Comparto lo de Wilco, aunque a mí me gustan más “Yanquee Hotel Foxtrot” o “A Ghost in Born”, pero cualquiera de sus discos de esta década (o de la anterior), merece estar en cualquier selección.

También estoy contigo con el de Calamaro: es su vuelta al Calamaro de “Honestidad Brutal” (su mejor disco para mí) y “El salmón”. Aunque “El cantante” me parece un disco muy bueno, con la mejor canción de la carrera de Calamaro “Estadio Azteca”.
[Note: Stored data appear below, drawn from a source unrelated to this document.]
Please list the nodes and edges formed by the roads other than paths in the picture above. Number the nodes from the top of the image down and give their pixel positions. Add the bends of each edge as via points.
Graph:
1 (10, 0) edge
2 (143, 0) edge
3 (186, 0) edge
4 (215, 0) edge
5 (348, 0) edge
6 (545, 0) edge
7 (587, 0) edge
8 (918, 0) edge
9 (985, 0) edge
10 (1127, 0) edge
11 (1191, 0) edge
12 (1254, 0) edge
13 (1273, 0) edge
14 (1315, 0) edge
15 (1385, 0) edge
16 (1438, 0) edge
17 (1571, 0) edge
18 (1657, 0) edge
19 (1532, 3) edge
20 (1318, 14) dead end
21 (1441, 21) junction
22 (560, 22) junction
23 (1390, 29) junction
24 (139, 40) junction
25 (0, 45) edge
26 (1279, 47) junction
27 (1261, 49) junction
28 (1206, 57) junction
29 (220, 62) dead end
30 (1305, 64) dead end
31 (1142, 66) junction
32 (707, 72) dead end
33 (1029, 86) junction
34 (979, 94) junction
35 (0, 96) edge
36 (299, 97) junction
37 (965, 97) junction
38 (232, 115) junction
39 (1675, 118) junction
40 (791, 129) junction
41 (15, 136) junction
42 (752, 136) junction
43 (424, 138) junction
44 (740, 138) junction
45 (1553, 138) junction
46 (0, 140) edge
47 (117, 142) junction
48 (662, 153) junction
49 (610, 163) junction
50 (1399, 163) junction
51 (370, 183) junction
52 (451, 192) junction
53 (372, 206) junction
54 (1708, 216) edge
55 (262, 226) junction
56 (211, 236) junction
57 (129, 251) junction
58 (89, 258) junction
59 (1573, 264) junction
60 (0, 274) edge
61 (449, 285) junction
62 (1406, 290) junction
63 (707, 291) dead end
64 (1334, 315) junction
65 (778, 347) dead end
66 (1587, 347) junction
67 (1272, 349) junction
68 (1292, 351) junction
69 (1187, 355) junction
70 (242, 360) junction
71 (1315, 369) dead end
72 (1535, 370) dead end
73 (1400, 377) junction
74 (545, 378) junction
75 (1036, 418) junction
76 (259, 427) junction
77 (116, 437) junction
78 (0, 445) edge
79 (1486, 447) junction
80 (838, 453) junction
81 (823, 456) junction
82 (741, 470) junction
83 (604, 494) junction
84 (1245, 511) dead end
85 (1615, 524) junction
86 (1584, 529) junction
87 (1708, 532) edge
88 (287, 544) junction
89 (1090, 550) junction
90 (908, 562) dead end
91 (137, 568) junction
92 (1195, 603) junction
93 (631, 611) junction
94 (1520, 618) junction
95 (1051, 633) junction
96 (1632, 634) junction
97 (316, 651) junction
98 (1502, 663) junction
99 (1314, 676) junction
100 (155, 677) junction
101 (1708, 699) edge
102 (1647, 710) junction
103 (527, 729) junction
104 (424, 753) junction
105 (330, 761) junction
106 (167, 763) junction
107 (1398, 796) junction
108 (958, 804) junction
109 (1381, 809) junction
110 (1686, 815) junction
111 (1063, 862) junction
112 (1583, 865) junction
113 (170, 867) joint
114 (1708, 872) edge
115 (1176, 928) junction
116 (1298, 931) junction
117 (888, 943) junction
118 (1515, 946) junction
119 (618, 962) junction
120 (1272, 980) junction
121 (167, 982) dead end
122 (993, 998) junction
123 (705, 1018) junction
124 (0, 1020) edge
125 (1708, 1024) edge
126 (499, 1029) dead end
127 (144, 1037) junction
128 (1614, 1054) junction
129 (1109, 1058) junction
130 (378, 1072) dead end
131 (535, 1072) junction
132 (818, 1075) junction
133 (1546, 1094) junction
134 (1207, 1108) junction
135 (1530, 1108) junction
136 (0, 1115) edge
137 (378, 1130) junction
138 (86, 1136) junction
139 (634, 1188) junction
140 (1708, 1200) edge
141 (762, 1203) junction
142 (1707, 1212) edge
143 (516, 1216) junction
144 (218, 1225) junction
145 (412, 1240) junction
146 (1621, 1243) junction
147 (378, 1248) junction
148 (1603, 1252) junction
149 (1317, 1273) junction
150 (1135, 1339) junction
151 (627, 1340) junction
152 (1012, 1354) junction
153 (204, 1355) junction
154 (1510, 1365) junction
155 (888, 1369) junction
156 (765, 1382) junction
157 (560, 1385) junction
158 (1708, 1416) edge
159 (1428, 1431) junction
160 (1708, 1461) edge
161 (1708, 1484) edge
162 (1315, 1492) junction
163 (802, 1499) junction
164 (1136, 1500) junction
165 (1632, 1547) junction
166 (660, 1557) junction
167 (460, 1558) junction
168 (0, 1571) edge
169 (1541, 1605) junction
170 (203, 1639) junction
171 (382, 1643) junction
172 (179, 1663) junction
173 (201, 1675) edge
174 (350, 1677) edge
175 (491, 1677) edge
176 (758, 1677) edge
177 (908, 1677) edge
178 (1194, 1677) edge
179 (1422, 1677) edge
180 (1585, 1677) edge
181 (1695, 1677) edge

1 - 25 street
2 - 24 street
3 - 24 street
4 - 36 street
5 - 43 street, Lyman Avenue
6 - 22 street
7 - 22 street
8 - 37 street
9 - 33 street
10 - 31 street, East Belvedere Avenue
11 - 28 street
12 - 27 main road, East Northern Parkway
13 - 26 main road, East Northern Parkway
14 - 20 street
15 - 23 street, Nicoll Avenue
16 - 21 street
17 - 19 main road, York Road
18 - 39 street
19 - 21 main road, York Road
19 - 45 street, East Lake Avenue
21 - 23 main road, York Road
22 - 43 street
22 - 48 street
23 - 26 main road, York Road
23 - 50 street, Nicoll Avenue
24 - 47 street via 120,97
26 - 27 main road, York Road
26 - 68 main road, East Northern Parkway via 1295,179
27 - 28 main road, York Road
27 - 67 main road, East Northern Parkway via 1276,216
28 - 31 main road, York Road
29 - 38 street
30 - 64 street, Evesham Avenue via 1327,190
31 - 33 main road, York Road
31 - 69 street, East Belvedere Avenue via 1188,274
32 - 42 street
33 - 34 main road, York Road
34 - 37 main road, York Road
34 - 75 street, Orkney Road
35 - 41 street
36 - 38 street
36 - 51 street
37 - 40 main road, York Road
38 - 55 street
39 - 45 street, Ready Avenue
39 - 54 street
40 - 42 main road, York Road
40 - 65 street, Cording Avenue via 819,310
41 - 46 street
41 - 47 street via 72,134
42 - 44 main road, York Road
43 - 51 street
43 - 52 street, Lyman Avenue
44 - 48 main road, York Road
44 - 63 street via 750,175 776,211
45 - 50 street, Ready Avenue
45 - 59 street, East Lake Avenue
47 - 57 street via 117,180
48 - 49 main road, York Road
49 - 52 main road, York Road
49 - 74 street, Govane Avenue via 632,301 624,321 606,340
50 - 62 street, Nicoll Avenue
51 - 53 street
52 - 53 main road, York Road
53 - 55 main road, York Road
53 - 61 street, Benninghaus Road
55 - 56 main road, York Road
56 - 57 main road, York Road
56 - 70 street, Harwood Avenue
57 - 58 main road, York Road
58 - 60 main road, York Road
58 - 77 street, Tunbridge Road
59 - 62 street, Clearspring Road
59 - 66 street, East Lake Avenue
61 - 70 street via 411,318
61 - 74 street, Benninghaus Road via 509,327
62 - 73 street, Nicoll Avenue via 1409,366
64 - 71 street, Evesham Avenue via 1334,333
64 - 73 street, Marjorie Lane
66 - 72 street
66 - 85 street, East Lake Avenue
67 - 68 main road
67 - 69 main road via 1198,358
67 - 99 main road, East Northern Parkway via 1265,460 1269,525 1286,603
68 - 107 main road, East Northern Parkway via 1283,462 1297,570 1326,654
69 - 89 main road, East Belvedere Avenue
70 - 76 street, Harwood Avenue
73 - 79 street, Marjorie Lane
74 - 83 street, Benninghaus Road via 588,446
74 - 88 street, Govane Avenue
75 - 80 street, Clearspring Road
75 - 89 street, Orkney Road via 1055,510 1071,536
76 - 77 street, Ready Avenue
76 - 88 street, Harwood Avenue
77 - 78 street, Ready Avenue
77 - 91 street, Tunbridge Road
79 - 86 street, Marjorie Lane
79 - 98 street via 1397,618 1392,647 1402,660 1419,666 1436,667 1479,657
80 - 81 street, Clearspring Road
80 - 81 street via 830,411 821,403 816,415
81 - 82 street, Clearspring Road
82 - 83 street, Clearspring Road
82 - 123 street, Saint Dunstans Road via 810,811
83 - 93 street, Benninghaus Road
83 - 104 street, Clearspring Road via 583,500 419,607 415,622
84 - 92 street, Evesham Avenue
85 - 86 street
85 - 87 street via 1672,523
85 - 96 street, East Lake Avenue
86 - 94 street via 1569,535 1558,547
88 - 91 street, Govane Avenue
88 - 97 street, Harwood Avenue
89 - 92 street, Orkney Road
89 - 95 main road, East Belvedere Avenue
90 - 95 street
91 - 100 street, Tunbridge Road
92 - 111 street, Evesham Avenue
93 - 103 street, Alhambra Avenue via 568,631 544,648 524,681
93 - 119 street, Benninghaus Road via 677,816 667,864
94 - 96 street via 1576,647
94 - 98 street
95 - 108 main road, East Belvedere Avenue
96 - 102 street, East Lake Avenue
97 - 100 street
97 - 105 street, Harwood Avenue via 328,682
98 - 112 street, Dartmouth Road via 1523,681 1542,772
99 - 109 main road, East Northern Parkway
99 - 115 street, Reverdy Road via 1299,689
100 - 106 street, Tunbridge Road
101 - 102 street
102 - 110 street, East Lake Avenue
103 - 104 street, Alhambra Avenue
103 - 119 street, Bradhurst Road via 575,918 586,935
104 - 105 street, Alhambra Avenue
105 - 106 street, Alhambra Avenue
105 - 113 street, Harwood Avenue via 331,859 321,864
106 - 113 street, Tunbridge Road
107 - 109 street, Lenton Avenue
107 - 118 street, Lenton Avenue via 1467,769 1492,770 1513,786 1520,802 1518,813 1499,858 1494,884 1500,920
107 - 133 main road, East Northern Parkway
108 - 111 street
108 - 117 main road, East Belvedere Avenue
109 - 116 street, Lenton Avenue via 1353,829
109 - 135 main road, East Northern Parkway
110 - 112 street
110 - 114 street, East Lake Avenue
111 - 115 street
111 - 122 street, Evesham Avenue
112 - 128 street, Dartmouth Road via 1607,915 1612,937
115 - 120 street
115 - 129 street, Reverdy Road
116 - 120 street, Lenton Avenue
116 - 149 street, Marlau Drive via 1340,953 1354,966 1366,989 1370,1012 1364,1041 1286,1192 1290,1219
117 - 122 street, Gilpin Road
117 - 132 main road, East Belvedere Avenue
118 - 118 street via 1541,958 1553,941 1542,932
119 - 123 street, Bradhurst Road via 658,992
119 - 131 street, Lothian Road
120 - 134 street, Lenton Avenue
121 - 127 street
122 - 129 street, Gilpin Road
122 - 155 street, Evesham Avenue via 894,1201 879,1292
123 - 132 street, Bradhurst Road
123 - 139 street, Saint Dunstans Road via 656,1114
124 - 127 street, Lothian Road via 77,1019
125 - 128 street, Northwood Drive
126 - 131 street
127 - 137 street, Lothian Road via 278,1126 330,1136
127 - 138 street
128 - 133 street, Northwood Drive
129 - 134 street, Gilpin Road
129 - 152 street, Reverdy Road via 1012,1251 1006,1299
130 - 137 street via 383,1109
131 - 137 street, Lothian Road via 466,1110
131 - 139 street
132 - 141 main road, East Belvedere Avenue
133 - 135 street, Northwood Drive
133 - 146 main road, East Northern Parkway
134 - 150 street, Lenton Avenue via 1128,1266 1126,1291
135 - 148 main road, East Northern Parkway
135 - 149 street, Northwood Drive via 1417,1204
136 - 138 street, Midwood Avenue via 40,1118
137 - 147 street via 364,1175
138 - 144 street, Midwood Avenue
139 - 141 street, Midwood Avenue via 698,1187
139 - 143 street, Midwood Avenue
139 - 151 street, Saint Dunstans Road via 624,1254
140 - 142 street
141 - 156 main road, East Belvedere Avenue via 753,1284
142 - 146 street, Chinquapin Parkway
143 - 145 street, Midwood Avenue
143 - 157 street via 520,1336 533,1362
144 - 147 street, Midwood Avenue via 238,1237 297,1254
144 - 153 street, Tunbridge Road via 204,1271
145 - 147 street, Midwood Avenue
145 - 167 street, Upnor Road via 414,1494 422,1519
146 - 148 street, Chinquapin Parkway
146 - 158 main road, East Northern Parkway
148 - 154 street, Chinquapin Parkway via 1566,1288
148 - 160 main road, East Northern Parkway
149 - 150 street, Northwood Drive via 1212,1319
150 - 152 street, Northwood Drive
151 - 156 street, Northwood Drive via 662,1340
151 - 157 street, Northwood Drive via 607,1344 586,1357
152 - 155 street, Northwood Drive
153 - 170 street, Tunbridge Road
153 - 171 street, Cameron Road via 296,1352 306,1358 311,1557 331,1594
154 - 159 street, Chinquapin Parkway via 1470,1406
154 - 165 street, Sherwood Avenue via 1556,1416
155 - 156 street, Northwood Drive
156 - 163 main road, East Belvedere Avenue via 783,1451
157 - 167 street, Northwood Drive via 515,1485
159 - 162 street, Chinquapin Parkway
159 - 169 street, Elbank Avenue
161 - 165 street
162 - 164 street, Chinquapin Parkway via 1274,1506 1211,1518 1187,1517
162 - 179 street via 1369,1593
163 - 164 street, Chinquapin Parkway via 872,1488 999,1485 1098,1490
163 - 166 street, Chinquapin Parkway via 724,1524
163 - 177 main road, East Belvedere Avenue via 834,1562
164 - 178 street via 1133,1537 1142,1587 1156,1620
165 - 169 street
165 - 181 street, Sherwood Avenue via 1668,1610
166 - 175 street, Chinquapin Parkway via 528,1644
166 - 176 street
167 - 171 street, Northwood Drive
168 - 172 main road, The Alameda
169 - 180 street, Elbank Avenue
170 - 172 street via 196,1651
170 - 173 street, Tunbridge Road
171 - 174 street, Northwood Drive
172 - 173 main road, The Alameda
No puedo soportar a Placebo y Muse, lo siento: me parecen copias de copias. Nunca he entendido el éxito de Muse, pero tampoco el de Coldplay…

14 01 2010
ornat

Naturalmente que YHF o A Ghost o Sky Blue Sky están por encima de este disco de Wilco. Y por encima van a estar: porque adelanto que los cuatro están entre mis mejores discos de estos diez años. Y al menos un par de ellos entre los 10 mejores, que están por aparecer aquí. Digamos que las tres entregas hasta ahora son intercambiables: no sería capaz de decir si entre estos 30 reseñados hsta ahora uno merece estar más arriba que otros. Algunos los tengo muy claro, desde luego, porque son preferencias personales, pero va un poco en desorden. En los últimos 20, sin embargo, trato de ser algo más preciso. Y sí, en esos 20 habrá más discos de Wilco. No podría ser de otro modo: ésta es mi lista personal, no la de una revista de entendidos.
Respecto a Placebo y Muse, pues sí… ya he dicho que a mí mismo me espantaban y no sé bien cuál es el proceso que me ha llevado a terminar escuchándolos. Pero, en general, siempre que eso ocurre termino por alegrarme, porque quiero suponer que he ensanchado mis oídos. Son copias, eso es verdad. Pero casi todo hoy por hoy son copias, retazos o influencias mal disimuladas y peor asimiladas.

18 01 2010
davicius

Mario, completamente coincidente en muchas de las cosas que reseñas, aunque reconozco que algunas (bastantes) nos las conocía….. El hecho de que las hayas puesto es un buen motivo para hacerse con ellas.
Wilco es (para mi), lo mejor de lo mejor que ha aparecido en esta última década, sin duda además, y quien diga lo contrario, se equivoca 😉
Por añadir algo, yo habría incluido a Interpol…. Últimamente son increiblemente persistentes en el Ipod..
Y al Zaragoza, ni mentarlos ¿no?

18 01 2010
ornat

He oído a Interpol, pero no me ha causado (hasta ahora) tanta impresión como para incluirlos. De los tres discos prefiero el primero (Bring On The Lights, creo que es el nombre); Antics tiene cosas que me gustan y Our Love To Admire, menos. Van en regresión en mis oídos, pero están ahí.
Para mí, Wilco están en otra dimensión. Hace mucho. Ya no hace falta que lo diga: son mi banda preferida hoy por hoy, a mucha distancia de los siguientes y en competencia directa con los clásicos de toda mi vida.